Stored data
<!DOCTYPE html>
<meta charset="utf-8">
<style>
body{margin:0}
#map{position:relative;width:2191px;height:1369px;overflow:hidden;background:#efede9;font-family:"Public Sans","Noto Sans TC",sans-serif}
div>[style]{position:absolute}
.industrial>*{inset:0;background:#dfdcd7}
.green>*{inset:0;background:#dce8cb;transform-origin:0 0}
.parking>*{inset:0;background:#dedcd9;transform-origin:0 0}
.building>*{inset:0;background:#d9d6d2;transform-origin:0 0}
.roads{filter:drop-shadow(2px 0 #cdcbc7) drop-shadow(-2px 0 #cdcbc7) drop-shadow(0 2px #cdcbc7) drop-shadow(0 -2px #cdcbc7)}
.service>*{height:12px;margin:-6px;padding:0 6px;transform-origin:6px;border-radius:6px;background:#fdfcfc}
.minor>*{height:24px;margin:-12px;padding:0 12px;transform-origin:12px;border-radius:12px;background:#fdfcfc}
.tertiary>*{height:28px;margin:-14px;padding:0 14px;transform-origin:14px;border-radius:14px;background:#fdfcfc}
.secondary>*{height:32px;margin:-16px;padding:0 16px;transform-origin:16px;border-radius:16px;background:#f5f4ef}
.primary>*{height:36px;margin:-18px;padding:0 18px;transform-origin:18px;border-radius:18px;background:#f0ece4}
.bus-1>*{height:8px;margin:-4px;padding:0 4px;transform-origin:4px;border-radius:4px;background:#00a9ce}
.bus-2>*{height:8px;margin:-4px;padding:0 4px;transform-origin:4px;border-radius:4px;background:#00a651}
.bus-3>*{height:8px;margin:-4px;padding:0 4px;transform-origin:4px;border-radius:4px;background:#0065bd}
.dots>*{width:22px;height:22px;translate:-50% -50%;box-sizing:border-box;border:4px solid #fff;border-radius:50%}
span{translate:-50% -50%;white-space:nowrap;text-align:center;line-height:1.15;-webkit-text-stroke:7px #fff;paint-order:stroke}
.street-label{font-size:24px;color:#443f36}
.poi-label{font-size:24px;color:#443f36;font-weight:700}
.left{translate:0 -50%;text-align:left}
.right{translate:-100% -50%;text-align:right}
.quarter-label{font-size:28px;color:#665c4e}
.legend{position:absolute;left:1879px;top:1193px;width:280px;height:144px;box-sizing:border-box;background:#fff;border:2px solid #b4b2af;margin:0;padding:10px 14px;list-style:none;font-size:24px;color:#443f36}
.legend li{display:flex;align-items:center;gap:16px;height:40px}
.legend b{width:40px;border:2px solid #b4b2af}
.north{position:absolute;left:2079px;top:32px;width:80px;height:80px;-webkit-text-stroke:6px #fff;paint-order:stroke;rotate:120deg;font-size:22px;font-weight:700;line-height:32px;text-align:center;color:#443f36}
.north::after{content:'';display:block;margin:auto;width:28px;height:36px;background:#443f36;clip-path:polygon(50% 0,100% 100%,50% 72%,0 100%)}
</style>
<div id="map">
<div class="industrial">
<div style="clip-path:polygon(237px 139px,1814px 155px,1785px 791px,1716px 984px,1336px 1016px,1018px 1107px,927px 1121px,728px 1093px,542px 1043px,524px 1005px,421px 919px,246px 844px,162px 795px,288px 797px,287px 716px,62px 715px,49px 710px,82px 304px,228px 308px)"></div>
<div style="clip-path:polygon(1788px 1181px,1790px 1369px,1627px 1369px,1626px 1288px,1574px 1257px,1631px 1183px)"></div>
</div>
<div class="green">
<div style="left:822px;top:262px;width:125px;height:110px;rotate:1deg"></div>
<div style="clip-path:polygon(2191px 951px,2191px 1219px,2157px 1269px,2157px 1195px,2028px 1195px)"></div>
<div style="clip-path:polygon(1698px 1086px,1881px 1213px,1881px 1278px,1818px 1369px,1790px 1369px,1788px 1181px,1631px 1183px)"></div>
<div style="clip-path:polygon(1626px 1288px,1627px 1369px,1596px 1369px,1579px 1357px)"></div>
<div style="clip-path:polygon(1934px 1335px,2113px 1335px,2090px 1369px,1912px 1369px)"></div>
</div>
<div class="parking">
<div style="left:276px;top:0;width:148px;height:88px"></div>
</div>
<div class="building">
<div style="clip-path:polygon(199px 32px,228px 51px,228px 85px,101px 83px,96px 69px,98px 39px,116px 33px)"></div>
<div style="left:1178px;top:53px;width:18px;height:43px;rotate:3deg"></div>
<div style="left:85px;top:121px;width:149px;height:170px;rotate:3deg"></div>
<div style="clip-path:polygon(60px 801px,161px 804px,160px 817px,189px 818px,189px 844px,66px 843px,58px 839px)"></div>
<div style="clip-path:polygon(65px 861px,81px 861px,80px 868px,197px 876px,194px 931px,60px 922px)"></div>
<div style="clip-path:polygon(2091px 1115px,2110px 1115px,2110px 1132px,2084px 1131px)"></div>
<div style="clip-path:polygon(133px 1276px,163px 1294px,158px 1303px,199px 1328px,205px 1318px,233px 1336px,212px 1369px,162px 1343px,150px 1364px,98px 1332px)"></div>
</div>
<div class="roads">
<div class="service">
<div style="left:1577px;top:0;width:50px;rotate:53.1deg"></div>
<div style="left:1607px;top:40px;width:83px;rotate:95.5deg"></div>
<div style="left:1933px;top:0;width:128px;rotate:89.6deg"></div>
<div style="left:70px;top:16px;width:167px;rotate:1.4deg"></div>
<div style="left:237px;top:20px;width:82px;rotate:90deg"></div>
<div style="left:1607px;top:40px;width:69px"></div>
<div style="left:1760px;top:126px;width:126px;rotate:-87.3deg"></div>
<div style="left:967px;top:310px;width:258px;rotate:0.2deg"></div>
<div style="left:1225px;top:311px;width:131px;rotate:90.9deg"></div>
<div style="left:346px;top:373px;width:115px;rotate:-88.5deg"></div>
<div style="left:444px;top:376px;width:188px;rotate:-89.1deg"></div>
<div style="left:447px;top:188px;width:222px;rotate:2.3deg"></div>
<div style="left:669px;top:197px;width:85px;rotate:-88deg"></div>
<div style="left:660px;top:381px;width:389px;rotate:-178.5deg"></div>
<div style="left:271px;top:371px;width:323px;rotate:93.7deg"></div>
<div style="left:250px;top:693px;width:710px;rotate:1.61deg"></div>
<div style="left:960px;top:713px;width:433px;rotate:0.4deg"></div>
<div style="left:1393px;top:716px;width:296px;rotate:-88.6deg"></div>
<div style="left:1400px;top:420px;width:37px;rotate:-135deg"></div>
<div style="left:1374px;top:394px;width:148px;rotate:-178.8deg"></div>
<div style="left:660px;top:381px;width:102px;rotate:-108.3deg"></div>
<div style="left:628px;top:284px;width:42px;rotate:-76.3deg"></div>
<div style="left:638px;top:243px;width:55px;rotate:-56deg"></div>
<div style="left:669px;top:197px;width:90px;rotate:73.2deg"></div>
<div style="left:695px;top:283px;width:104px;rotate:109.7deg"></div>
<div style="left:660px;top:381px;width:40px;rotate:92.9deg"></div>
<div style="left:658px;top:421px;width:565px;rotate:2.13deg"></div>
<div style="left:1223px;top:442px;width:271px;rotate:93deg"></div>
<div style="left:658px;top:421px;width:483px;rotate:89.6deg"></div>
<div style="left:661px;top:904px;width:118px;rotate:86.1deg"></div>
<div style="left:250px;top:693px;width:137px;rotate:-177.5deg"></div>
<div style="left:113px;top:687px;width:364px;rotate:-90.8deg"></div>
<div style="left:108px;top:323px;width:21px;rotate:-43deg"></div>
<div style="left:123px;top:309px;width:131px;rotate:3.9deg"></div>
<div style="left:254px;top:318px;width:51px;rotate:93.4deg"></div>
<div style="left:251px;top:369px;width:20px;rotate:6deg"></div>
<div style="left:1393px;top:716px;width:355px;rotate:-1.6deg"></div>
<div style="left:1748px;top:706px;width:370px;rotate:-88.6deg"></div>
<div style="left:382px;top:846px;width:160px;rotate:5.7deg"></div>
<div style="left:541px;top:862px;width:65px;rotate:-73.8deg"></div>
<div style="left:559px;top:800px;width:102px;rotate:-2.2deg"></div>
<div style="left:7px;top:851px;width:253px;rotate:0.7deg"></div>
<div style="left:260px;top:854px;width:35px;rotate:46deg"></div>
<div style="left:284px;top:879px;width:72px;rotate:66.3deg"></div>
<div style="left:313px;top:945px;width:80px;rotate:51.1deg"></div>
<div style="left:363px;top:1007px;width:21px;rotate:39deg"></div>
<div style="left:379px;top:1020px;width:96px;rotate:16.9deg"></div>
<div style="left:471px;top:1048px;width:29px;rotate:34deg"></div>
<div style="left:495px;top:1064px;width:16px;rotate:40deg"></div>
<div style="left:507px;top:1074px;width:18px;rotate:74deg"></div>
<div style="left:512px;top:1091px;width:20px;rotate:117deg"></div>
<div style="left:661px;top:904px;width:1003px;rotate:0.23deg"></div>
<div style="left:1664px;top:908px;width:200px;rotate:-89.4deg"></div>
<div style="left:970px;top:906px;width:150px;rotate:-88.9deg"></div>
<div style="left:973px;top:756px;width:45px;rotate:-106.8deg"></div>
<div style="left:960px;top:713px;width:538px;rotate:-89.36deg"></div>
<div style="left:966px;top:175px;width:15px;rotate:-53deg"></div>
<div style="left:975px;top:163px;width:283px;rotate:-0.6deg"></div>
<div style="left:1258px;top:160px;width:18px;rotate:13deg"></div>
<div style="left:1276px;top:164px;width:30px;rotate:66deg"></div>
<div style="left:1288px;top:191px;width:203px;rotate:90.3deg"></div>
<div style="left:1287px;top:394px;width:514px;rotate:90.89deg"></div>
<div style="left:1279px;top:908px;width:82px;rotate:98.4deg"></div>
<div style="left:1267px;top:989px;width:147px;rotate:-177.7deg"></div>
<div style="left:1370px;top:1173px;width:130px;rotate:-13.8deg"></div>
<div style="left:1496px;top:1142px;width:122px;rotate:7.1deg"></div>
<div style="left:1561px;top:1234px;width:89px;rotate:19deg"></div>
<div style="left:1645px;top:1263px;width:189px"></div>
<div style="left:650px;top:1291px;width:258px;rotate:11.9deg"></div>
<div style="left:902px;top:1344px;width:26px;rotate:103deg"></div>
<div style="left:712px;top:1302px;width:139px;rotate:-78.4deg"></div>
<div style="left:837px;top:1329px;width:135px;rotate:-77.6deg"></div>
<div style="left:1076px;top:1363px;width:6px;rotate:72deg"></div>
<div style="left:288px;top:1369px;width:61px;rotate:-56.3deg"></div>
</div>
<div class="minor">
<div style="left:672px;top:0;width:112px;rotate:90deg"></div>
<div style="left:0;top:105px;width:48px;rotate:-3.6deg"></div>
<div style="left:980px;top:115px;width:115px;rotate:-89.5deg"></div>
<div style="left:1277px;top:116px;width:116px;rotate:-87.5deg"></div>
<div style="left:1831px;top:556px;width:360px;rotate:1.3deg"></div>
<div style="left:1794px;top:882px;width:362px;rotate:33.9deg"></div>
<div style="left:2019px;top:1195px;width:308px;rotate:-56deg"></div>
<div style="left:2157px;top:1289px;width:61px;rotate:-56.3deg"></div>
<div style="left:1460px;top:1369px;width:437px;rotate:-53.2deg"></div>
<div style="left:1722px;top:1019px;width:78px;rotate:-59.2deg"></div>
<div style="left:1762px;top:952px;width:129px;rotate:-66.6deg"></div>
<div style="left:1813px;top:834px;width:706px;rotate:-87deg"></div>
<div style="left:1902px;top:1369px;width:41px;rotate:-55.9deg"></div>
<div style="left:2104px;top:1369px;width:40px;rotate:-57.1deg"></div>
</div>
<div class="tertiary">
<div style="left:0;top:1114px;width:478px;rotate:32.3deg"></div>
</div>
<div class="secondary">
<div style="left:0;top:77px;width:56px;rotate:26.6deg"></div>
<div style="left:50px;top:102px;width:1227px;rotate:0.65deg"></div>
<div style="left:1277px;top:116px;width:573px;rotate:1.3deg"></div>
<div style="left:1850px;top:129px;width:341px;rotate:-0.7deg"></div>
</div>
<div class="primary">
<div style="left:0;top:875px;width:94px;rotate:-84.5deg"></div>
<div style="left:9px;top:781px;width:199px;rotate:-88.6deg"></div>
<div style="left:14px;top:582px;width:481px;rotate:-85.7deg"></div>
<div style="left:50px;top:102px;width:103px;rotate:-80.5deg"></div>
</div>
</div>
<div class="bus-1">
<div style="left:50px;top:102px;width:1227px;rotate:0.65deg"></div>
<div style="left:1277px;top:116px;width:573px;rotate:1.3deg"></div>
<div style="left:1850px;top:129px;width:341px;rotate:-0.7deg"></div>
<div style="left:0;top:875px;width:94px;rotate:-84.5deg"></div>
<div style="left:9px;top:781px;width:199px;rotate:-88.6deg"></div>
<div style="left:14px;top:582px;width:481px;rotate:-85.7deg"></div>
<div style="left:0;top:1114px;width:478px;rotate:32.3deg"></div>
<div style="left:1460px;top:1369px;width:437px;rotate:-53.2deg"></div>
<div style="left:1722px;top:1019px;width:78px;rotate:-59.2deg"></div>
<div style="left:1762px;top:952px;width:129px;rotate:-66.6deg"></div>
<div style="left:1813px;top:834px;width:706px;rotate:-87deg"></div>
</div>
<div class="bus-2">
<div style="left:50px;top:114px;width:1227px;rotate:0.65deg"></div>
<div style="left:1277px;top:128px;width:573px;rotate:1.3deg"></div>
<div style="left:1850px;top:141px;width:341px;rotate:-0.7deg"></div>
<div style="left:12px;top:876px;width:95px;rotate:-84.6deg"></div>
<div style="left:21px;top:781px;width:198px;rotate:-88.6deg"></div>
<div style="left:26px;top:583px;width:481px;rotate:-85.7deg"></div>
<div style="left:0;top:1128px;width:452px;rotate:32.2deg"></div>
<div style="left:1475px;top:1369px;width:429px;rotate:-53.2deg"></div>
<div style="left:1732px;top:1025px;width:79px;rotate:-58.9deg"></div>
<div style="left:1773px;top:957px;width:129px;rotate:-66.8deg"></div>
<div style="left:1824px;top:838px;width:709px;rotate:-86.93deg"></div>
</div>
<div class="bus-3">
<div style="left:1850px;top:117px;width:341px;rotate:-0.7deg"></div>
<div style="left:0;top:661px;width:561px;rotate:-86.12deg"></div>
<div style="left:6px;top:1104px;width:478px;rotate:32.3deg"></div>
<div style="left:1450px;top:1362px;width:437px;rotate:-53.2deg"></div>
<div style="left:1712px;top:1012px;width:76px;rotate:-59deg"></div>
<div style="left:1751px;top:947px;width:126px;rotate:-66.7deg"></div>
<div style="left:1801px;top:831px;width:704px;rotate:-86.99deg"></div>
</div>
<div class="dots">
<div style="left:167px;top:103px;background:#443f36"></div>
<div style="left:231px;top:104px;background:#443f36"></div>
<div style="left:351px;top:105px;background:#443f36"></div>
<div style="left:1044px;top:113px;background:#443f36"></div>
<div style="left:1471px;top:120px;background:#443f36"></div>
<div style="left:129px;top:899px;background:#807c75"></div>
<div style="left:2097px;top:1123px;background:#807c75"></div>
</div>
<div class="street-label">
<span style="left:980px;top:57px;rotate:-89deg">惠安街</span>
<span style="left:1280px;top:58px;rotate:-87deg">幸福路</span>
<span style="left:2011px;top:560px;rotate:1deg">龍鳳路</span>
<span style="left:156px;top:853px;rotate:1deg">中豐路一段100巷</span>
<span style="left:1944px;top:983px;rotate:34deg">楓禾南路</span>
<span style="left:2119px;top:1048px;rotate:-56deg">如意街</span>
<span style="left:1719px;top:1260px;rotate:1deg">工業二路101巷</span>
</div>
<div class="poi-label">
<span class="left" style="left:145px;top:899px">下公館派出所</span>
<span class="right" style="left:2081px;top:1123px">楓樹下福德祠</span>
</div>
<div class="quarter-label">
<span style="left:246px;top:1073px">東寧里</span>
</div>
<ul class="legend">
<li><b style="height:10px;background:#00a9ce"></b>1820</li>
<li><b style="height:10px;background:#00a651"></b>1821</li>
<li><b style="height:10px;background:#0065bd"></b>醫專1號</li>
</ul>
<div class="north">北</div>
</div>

▸ **WORK REQUIRED**: Report, from the entries above, each line where "absolute" is found.

▸ **ANSWER BOX**:
div>[style]{position:absolute}
.legend{position:absolute;left:1879px;top:1193px;width:280px;height:144px;box-sizing:border-box;background:#fff;border:2px solid #b4b2af;margin:0;padding:10px 14px;list-style:none;font-size:24px;color:#443f36}
.north{position:absolute;left:2079px;top:32px;width:80px;height:80px;-webkit-text-stroke:6px #fff;paint-order:stroke;rotate:120deg;font-size:22px;font-weight:700;line-height:32px;text-align:center;color:#443f36}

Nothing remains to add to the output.